The wikipedia article on the Back and Forth Argument claims at the end:
If we iterated only step $(1)$, rather than going back and forth, then in some cases the resulting function from A to B would fail to be surjective. In the easy case of unbounded dense totally ordered sets it is possible to avoid step $2$ by choosing the element $b_j$ more carefully (by choosing $j$ as small as possible), but this does not work for more complicated examples such as atomless Boolean algebras where steps $1$ and $2$ are both needed.
The emphasis is my own. This "easy case" is exactly the same thing stipulated in the suppositions:
- $(A, ≤_A)$ and $(B, ≤_B)$ are linearly ordered sets;
- They are both unbounded, in other words neither A nor B has either a maximum or a minimum;
- They are densely ordered, i.e. between any two members there is another;
- They are countably infinite.
I haven't learnt anything about atomless boolean algebras. So can someone explain why the latter method cannot be applied to them?
More info: Silver, Charles L. "Who invented Cantor's back-and-forth argument?"
Let me first explain why the argument using only step 1 does work for dense linear orders. Given two countable dense linear orders $A=\{a_n\}$ and $B=\{b_n\}$, we define $f:A\to B$ as follows. Having defined $f(a_0),\dots,f(a_{n-1})$, the rest of the set $B$ is divided into $n+1$ intervals by comparing with these elements $f(a_0),\dots,f(a_{n-1})$. The set $A$ is also split into $n+1$ intervals, by comparing with the elements $a_0,\dots,a_{n-1}$. The element $a_n$ lies in one of these intervals in $A$, which corresponds to one of the intervals in $B$. We define $f(a_n)$ to be $b_j$ for the least $b_j$ that is in that corresponding interval of $B$.

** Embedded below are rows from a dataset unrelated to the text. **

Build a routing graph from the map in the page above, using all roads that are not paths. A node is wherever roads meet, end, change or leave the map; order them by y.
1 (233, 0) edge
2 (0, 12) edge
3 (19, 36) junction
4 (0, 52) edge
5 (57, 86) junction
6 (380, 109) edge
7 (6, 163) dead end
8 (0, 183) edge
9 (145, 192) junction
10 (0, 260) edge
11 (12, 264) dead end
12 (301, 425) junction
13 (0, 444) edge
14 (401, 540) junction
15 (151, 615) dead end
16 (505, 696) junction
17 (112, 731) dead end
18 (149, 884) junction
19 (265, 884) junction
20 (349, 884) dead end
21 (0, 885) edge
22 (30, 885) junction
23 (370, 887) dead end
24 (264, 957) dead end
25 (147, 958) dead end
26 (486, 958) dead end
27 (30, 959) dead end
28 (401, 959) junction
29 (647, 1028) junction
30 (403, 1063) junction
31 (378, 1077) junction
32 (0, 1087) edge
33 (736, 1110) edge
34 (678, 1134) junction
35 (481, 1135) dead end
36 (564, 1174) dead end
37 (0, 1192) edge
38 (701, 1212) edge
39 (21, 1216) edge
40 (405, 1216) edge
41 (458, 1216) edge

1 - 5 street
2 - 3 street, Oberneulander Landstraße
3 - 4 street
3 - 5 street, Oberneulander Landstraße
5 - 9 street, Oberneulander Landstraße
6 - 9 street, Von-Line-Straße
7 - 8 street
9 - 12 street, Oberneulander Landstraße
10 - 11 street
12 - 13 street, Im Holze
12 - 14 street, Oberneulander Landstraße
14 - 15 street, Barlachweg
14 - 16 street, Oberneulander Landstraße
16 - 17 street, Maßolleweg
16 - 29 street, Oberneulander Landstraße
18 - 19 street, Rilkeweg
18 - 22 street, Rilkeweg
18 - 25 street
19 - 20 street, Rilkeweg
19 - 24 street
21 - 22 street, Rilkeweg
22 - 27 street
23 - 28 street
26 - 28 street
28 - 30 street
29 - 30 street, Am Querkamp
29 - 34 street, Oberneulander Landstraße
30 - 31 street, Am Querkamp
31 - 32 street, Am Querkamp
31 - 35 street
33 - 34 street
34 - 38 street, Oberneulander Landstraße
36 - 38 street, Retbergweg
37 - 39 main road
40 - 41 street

Now, why is this surjective? Well, we clearly have $f(a_0)=b_0$. Now say $b_1>b_0$. Then as soon as we reach an element of $A$ which is greater than $a_0$, that element will map to $b_1$. Now say $b_0<b_2<b_1$. As soon as we reach an element of $A$ which is between $a_0$ and $f^{-1}(b_1)$, that element will map to $b_2$. And so on. Once we have already found that $b_0,\dots,b_{j-1}$ are in the image of $f$, $b_j$ is in one of the intervals determined by the values of $f$ defined so far. Eventually we must find some element of $A$ which is in the corresponding interval of $A$ (since $A$ is dense), and that element will map to $b_j$.
The key thing that makes this work is that the condition which guarantees an element of $A$ will map to $b_j$ doesn't change. We have an entire interval in $A$ which will map to $b_j$ as soon as we pick an element of that interval. And even if we define $f$ on other values in the meantime, the interval that needs to map to $b_j$ doesn't change. When you define a new value $f(a_n)$, that only splits up one of the intervals of $A$ (namely the one that $a_n$ was in), and the rest don't change.
When you make the analogous argument for atomless Boolean algebras, however, the condition for an element of $A$ to map to any particular $b_j$ is constantly changing. That is, with each new value $f(a_n)$ which we define, every "interval" of $A$ determined by the values we have defined so far gets split up. This means that we might go through the entire process of defining $f$ without ever picking an element of $A$ which is in the correct "interval" for $b_j$, since that correct "interval" shrinks at every step. As a result, the version of the argument using only step 1 won't work for atomless Boolean algebras, since you can't guarantee that $f$ will be surjective.
[Explicitly, the elements $a_0,\dots,a_{n-1}$ split a Boolean algebra $A$ into "intervals" as follows. Given an element $x\in A$, consider the set $S$ of elements $s$ of the subalgebra generated by $a_0,\dots,a_{n-1}$ such that $x\geq s$ and the set $T$ of $t$ such that $x\leq t$. We then partition $A$ into pieces, where in each piece the values of these sets $S$ and $T$ are fixed: these are what I referred to as the "intervals".]